* Work to complete *
Pull every line holding the word "other" from the data below and copy it.

* Supplied records *
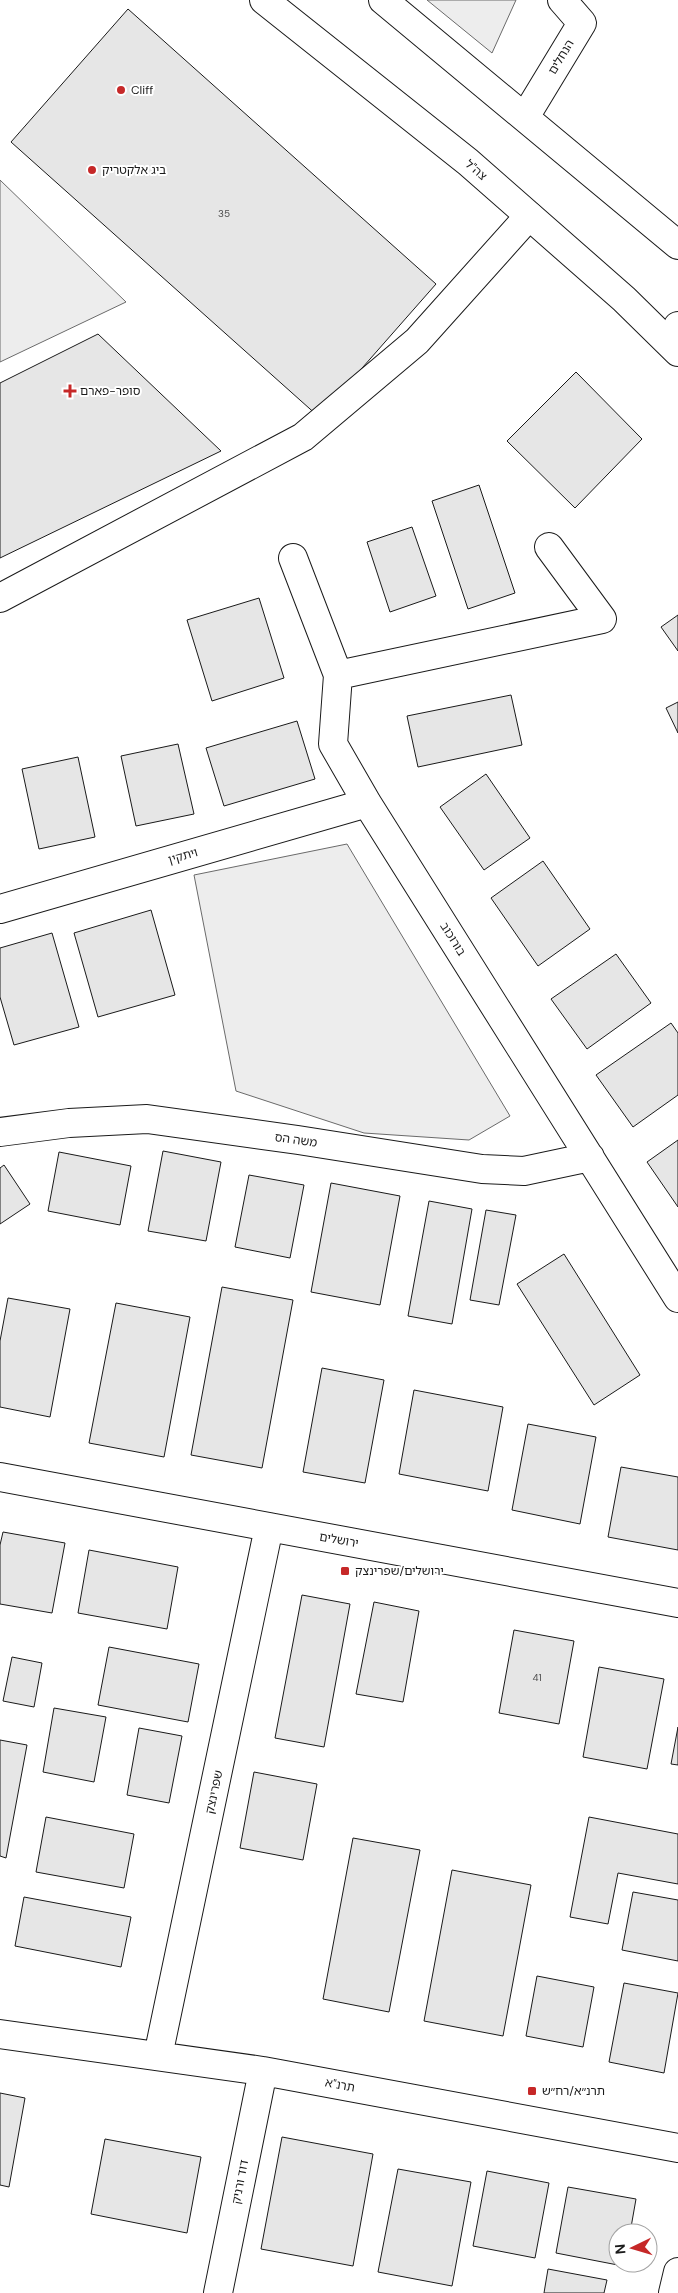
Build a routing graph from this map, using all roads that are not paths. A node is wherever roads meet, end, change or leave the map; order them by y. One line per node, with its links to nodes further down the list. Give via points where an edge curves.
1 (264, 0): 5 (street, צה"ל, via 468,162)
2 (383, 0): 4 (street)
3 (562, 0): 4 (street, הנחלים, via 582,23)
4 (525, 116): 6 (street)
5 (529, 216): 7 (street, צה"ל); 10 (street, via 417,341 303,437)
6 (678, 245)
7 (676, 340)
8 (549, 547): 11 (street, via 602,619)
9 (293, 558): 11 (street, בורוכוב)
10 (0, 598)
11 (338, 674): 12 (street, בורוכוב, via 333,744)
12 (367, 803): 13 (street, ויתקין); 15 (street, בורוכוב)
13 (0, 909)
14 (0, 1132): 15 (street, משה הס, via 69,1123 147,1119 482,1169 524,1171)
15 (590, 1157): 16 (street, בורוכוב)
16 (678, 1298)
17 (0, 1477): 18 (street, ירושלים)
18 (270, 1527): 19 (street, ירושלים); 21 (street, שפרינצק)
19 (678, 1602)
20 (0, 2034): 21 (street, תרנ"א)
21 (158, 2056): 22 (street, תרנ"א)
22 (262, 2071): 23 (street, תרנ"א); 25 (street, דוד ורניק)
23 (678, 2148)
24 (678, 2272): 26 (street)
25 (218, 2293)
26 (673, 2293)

--

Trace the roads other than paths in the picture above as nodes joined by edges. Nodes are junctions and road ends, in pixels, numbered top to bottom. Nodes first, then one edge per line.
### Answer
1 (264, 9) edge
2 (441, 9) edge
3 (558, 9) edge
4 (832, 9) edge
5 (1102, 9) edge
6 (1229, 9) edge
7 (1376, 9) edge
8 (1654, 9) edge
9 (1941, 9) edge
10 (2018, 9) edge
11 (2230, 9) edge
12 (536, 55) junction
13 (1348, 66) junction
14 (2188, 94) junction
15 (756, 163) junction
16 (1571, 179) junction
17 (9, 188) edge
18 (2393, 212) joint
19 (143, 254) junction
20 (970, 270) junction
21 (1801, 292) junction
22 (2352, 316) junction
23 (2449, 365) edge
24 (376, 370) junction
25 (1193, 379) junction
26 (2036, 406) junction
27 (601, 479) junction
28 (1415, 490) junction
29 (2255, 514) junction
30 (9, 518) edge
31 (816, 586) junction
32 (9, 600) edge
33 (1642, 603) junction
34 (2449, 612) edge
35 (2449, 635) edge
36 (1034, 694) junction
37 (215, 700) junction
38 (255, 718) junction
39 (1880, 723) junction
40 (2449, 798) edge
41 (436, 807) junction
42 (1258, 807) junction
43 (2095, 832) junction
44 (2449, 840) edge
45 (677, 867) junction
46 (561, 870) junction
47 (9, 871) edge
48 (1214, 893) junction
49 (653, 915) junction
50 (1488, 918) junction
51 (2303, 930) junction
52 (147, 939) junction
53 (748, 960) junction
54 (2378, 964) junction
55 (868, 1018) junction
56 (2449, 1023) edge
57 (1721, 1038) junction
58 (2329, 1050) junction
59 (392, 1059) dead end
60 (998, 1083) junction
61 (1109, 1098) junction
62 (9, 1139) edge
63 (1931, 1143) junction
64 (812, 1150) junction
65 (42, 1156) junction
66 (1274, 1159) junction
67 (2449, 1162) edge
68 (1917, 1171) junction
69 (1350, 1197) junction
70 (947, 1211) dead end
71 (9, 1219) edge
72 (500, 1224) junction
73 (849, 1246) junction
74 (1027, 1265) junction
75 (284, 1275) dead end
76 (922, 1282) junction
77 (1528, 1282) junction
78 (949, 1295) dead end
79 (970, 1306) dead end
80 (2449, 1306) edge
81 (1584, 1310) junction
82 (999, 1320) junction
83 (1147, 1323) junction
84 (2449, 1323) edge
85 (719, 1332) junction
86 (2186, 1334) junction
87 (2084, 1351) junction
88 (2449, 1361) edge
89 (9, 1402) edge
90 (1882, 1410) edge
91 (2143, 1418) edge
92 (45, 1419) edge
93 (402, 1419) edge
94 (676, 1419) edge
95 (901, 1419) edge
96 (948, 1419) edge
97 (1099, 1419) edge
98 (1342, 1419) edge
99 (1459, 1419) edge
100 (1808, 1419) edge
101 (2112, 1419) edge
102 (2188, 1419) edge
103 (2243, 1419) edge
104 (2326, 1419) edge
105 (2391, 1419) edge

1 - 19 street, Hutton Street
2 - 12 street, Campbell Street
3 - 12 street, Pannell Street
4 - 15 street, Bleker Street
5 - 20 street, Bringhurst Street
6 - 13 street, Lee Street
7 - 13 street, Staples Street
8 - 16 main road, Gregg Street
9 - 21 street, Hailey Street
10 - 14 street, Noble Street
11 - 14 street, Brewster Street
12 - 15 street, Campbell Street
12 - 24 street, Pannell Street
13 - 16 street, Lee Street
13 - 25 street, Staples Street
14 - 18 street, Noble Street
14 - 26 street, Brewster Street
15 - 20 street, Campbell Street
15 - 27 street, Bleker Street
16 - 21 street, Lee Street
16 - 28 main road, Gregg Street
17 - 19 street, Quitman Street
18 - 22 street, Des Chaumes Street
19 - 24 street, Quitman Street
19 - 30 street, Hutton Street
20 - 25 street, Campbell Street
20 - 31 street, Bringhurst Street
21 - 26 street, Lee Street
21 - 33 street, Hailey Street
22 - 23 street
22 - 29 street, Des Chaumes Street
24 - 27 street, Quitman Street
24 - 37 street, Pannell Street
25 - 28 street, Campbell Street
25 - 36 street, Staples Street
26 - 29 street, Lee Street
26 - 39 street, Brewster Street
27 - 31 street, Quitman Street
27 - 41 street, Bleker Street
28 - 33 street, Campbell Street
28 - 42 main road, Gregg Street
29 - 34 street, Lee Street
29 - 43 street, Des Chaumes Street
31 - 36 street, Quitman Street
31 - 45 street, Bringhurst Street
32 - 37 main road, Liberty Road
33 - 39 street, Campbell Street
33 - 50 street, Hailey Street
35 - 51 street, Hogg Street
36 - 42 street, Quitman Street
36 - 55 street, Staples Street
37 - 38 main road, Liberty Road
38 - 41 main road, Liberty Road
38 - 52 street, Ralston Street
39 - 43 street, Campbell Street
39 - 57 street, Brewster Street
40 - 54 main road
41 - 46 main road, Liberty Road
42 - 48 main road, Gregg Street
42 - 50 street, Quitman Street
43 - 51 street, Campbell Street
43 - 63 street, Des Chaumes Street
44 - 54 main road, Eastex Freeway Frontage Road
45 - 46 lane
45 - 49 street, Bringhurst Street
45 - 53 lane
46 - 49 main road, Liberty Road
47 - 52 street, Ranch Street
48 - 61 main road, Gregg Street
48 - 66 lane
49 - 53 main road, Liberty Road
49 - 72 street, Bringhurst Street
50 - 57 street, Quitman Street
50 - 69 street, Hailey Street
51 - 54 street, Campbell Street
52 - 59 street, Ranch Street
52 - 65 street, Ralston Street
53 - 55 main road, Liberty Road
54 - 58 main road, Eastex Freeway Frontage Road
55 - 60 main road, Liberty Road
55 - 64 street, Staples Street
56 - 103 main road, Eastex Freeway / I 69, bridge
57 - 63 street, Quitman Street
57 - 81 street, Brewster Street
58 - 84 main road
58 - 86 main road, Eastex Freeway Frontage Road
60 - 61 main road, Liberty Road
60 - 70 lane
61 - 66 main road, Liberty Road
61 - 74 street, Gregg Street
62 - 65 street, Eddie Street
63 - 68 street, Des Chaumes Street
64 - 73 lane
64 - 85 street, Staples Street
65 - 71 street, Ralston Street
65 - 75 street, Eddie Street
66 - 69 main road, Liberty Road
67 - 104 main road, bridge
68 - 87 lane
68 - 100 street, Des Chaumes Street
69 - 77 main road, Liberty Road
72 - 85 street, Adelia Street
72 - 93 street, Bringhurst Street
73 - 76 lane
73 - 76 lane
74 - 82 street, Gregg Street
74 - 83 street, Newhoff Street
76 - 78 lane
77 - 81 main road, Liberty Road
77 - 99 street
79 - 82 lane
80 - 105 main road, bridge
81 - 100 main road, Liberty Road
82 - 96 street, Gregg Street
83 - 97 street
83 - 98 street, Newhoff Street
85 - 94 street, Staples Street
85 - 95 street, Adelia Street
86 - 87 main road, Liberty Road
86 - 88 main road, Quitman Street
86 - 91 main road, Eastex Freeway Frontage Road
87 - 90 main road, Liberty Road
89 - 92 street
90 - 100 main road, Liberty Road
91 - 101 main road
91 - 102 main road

---

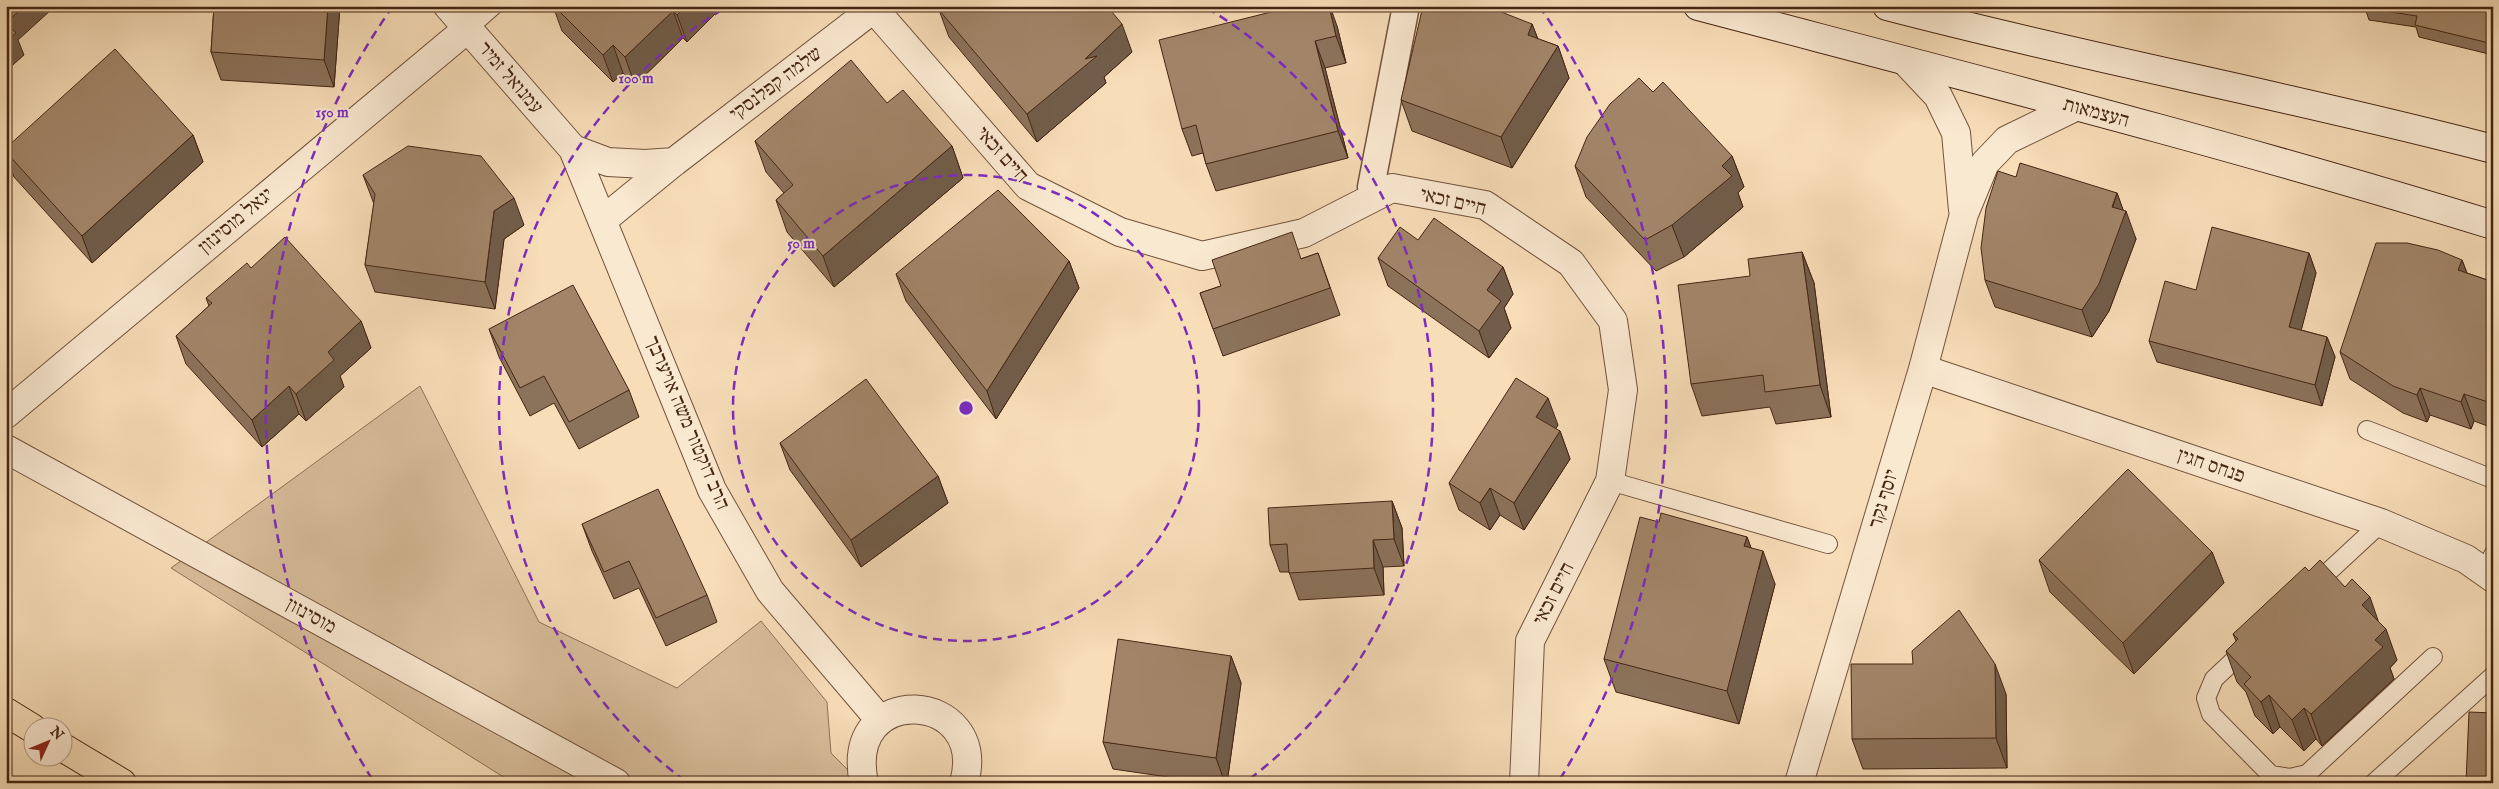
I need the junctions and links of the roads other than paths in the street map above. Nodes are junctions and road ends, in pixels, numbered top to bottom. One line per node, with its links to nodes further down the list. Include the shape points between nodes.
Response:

* Answer to the problem *
Trace the roads other than paths in the picture above as nodes joined by edges. Nodes are junctions and road ends, in pixels, numbered top to bottom. Nodes first, then one edge per line.
I need the junctions and links of the roads other than paths in the street map above. Nodes are junctions and road ends, in pixels, numbered top to bottom. One line per node, with its links to nodes further down the list. Include the shape points between nodes.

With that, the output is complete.